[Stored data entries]
§

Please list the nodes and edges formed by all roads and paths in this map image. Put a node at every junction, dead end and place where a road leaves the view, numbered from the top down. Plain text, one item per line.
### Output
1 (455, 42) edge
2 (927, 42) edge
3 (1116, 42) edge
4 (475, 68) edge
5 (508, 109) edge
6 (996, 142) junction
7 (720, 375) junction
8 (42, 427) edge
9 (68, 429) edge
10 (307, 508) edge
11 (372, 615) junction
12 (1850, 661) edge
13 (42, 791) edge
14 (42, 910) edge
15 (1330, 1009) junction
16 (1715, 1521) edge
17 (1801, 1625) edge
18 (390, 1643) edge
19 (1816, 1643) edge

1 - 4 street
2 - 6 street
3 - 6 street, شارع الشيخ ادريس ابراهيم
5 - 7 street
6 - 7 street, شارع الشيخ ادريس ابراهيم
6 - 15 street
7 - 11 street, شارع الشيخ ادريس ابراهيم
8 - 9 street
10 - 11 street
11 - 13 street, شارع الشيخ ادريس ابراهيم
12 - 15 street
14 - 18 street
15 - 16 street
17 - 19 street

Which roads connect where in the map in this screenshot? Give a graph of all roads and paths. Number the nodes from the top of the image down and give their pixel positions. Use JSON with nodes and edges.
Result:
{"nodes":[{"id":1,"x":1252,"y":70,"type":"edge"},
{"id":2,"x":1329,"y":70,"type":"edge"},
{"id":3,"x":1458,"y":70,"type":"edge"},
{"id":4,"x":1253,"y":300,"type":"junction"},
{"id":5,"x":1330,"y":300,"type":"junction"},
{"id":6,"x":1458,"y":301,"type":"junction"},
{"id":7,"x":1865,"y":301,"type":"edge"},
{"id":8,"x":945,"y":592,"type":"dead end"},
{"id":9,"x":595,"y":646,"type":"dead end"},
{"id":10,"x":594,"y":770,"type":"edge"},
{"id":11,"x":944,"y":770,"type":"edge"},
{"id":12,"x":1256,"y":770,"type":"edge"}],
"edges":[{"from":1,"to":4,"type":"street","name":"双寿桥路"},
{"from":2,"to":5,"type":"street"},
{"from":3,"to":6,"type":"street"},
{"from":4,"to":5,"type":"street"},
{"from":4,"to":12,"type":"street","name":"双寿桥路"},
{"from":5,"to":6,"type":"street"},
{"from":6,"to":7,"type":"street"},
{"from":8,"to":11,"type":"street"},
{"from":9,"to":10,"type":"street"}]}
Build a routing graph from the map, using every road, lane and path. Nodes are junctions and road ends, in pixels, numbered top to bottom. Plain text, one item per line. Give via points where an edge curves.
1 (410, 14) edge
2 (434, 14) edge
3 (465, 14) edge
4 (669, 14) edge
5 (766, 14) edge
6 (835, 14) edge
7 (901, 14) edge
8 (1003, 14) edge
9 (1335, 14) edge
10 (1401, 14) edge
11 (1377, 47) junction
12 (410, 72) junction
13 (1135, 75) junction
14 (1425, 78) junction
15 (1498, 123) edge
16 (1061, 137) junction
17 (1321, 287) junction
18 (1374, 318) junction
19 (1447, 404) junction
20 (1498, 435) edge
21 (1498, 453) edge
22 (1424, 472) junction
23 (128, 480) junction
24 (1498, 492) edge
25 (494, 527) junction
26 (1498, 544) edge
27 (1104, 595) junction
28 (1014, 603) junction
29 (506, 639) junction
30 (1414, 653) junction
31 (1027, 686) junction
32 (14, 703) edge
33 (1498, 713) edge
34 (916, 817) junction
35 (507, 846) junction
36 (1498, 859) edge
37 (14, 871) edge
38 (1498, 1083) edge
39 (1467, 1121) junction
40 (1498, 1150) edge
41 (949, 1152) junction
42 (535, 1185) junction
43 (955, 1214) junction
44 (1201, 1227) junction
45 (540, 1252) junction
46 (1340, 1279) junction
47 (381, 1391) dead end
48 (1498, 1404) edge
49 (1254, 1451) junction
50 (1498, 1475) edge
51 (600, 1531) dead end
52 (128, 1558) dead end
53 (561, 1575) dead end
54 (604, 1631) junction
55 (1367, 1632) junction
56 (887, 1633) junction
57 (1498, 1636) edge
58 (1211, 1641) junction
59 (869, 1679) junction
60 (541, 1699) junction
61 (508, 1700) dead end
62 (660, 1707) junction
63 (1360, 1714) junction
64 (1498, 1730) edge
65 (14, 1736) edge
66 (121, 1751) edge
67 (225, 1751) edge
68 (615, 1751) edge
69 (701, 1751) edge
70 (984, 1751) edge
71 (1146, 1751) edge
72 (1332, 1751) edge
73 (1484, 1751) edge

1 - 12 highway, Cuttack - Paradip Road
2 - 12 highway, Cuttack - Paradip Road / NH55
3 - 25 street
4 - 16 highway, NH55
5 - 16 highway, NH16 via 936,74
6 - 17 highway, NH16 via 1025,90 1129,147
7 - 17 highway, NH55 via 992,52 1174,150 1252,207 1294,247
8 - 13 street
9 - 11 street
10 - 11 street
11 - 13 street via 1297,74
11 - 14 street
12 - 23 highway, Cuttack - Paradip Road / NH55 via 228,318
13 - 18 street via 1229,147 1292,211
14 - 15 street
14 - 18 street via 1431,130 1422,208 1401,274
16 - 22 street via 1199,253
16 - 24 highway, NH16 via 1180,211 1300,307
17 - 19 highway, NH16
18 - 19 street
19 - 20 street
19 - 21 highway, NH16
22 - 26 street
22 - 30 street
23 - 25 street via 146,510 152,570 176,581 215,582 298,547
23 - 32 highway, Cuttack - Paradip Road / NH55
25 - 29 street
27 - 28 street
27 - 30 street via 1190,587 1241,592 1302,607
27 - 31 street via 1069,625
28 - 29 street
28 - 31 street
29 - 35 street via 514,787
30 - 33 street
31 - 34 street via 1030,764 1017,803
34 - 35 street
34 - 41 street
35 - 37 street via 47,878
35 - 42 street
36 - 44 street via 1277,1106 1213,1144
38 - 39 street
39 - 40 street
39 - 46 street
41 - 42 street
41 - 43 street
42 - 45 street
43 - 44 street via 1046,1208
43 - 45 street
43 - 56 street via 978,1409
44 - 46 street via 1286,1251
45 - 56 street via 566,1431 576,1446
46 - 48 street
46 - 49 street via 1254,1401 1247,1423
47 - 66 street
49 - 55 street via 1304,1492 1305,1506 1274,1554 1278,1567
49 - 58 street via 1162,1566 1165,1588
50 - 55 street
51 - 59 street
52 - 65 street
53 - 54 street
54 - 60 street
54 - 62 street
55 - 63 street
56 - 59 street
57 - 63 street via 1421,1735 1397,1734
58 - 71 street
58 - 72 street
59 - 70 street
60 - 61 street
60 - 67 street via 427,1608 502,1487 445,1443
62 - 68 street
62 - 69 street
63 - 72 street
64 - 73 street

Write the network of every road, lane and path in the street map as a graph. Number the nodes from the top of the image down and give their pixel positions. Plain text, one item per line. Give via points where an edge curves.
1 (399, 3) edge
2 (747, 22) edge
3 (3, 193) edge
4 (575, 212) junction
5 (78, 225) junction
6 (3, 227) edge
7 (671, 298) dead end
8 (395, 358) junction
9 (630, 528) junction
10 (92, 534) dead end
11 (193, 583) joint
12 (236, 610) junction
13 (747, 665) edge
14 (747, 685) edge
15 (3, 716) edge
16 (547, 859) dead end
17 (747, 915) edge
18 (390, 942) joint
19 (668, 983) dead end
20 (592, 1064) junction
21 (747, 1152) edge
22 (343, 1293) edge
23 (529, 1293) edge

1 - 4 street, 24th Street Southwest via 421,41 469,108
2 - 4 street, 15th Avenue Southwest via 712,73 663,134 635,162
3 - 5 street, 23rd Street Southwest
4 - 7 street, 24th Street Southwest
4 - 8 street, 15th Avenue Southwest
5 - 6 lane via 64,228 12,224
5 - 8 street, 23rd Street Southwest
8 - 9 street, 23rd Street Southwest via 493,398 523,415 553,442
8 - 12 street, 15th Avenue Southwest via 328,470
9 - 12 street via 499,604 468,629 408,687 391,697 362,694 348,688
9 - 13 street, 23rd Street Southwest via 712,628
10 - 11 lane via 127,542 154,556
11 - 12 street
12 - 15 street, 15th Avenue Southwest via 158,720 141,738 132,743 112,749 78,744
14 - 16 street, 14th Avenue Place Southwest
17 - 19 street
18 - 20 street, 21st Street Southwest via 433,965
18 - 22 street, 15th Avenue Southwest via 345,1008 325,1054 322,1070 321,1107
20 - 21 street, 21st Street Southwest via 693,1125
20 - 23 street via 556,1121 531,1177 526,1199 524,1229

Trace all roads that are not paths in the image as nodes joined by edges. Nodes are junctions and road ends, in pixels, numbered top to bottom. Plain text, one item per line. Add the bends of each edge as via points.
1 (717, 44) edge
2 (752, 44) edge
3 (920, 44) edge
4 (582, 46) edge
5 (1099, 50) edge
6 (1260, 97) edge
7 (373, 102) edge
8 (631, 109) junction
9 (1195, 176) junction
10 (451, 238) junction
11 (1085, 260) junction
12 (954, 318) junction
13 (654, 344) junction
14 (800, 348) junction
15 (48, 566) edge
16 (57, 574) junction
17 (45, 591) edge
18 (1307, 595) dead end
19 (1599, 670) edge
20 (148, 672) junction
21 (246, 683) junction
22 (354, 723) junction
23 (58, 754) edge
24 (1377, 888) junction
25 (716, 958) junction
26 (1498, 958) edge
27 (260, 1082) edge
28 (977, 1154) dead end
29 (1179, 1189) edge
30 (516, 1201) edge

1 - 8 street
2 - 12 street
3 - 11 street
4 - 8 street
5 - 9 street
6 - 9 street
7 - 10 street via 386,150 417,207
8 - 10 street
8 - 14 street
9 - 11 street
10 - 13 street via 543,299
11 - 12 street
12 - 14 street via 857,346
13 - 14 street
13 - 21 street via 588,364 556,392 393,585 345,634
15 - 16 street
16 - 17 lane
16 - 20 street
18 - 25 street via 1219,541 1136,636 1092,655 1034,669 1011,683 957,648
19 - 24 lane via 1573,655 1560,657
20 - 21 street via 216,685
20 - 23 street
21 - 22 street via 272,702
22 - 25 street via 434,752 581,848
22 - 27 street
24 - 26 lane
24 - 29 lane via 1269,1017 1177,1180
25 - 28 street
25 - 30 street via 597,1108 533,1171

§

#### Action item
From the entries, copy out each line containing the word "ادريس".

#### Completed task
3 - 6 street, شارع الشيخ ادريس ابراهيم
6 - 7 street, شارع الشيخ ادريس ابراهيم
7 - 11 street, شارع الشيخ ادريس ابراهيم
11 - 13 street, شارع الشيخ ادريس ابراهيم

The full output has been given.